Trademark Appeal Case
本データベースは、特許庁の審決例をAIで解析・要約したものです。拒絶理由通知に対する意見書作成や、審判請求書等の作成時の参考としてお役立てください。
| 審判番号 | 不服2007−29203(T2007−29203/J1) |
|---|---|
| 審判種別 | 不服 |
| 結論 | 勝訴(請求認容) |
本願商標は、「楽楽堂」の文字を横書きで表してなり、第44類「あんま・マッサージ及び指圧,カイロプラクティック,きゅう,柔道整復,はり,整体」を指定役務として、平成18年10月20日に登録出願されたものである。
原査定は、「本願商標は、「楽絡道」の文字よりなる登録第4618334号商標(以下「引用商標」という。

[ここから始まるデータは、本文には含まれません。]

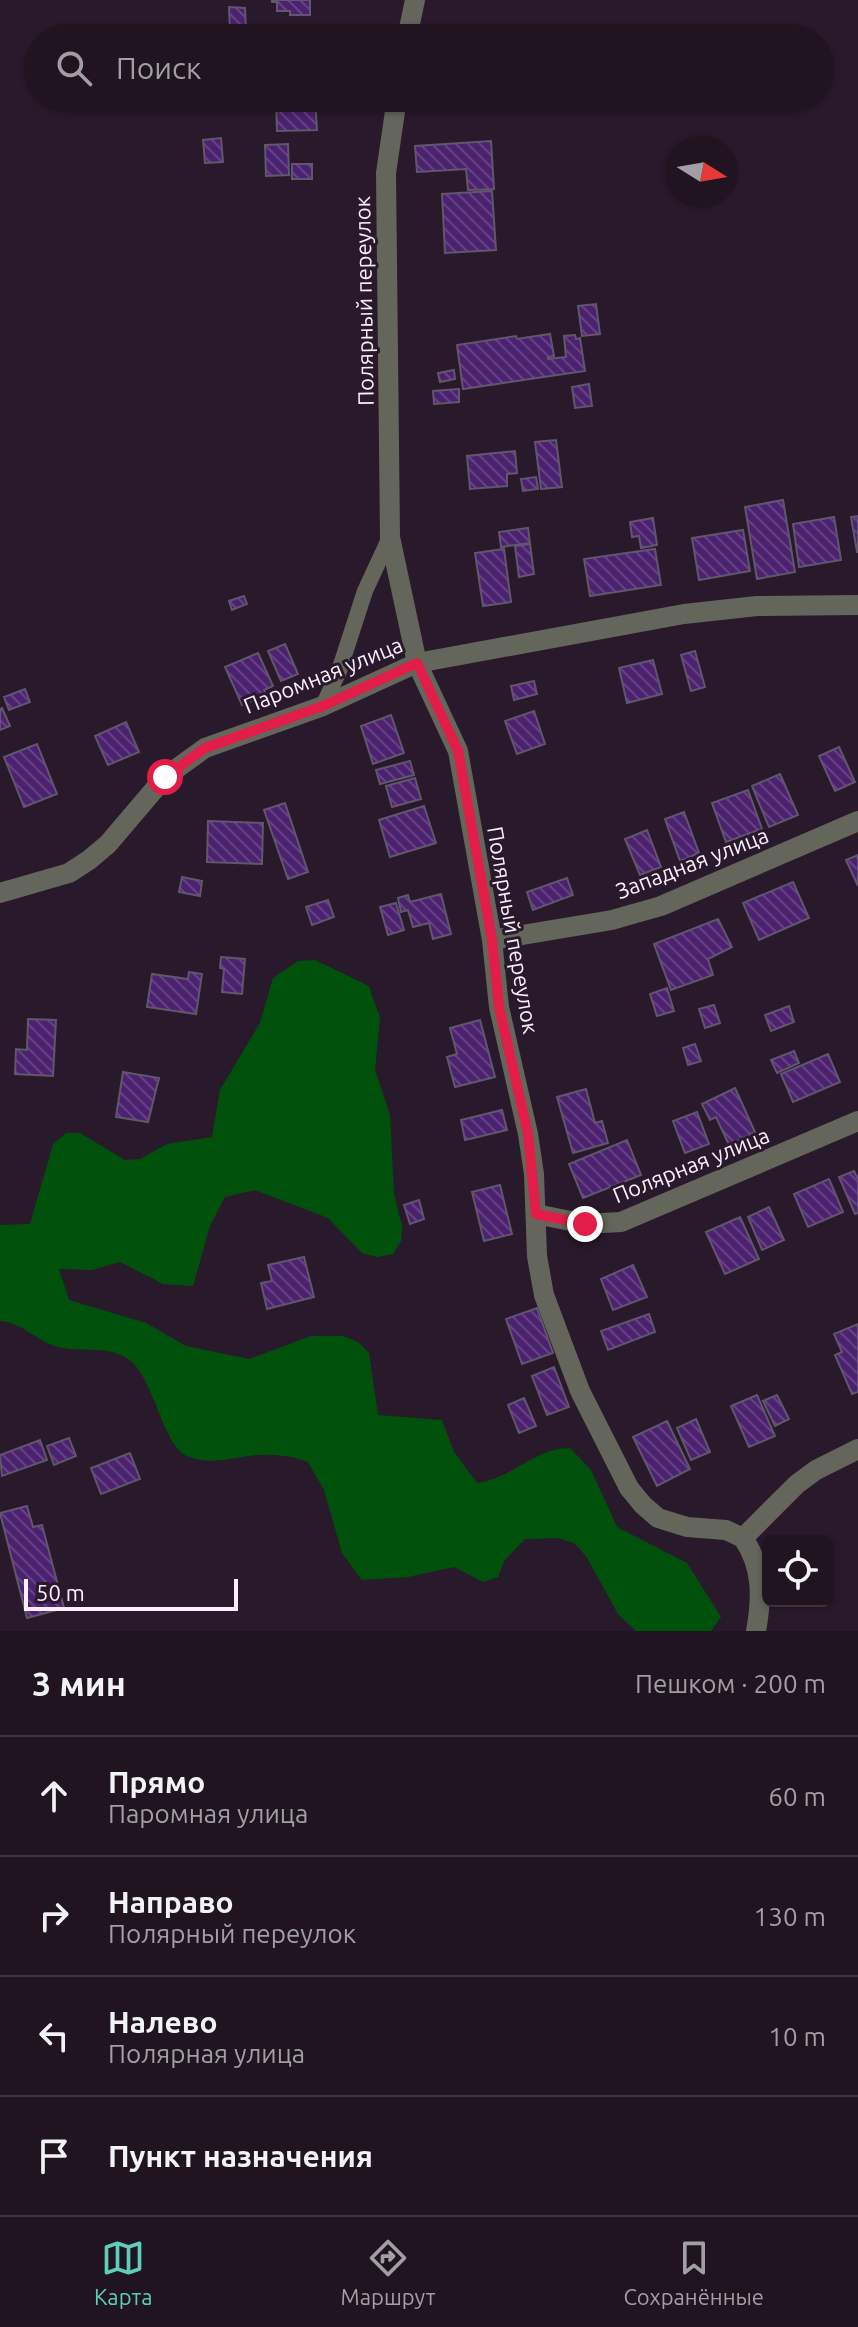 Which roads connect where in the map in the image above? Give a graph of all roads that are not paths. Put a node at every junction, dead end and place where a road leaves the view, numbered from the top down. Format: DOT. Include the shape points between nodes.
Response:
graph roads {
  1 [pos="415,0"];
  2 [pos="410,24"];
  3 [pos="395,112"];
  4 [pos="390,537"];
  5 [pos="858,605"];
  6 [pos="417,663"];
  7 [pos="323,706"];
  8 [pos="858,821"];
  9 [pos="0,893"];
  10 [pos="492,940"];
  11 [pos="858,1121"];
  12 [pos="536,1214"];
  13 [pos="858,1449"];
  14 [pos="743,1538"];
  15 [pos="756,1631"];
  1 -- 2 [label="street"];
  3 -- 4 [label="street, Полярный переулок" via="386,173"];
  4 -- 6 [label="street, Полярный переулок"];
  4 -- 7 [label="lane"];
  5 -- 6 [label="street, Паромная улица" via="757,606 684,614"];
  6 -- 7 [label="street, Паромная улица"];
  6 -- 10 [label="street, Полярный переулок" via="458,751"];
  7 -- 9 [label="street, Паромная улица" via="205,748 165,777 89,860 69,873"];
  8 -- 10 [label="street, Западная улица" via="661,906 587,925"];
  10 -- 12 [label="street, Полярный переулок" via="499,1007 528,1134"];
  11 -- 12 [label="street, Полярная улица" via="621,1222 585,1224"];
  12 -- 14 [label="street, Полярный переулок" via="544,1295 580,1391 629,1488 658,1518"];
  13 -- 14 [label="street" via="797,1484"];
  14 -- 15 [label="street" via="761,1585"];
}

)と同一又は類似であって、同一又は類似の役務について使用するものであるから、商標法第4条第1項第11号に該当する。」旨認定、判断し、本願を拒絶したものである。
本願商標は、上記1のとおり、「楽楽堂」の文字を書してなるところ、構成各文字は、同じ書体、同じ大きさ、同じ間隔で、外観上まとまりよく一体的に表されており、また、その構成中の「楽楽」の文字は、「ゆったりしていて安楽なこと」を意味し、その構成中の「堂」の文字は、「商店の屋号などに添えていう語」(いずれも広辞苑第五版)を意味するものであり、職権にて調査するに、本願の役務を取り扱う業界において、「堂」の文字を添えられた商標が、かかる役務の提供の際に「屋号」や「店名」を表すものとして使用されている実情があることから、本願商標に接する取引者、需要者は、これを特定の屋号あるいは店名を表したものとして認識するというのが相当である。
他方、引用商標は、「楽」「絡」「道」の漢字3文字を結合した「楽絡道」の文字を書してなるところ、該文字は構成全体として何らかの意味を表す語とは認められず、一種の造語とみるのが相当であり、また、構成中の「楽」は「ガク」又は「ラク」、「絡」は「ラク」と音読みされ、「道」は熟語の最後に使用されるときには「ドウ」又は「ミチ」と読まれる語であることから、構成文字に相応して、「ガクラクドウ」「ラクラクドウ」「ガクラクミチ」「ラクラクミチ」の称呼を生ずるものと認められる。
そこで、本願商標と引用商標を比較するに、本願商標は、「楽楽堂」の文字に相応した「ラクラクドウ」の称呼のみを生ずるのに対し、引用商標は、前述のとおり、特定の称呼をもって取引に資するものとは認めらないものであるが、例え、引用商標から「ラクラクドウ」の称呼を生ずるとしても、両商標は外観において相違し、さらに、本願商標が、特定の屋号・店名を認識させるのに対し、引用商標は、特定の意味合いを認識させないことから、両者が、取引者、需要者等に与える印象は異なるものである。
そうとすると、本願商標と引用商標は、出所について、混同のおそれのない、非類似の商標というのが相当である。
したがって、本願商標を、商標法第4条第1項第11号に該当するとして、本願を拒絶した原査定は、取消しを免れない。
その他、本願について拒絶の理由を発見しない。
よって、結論のとおり審決する。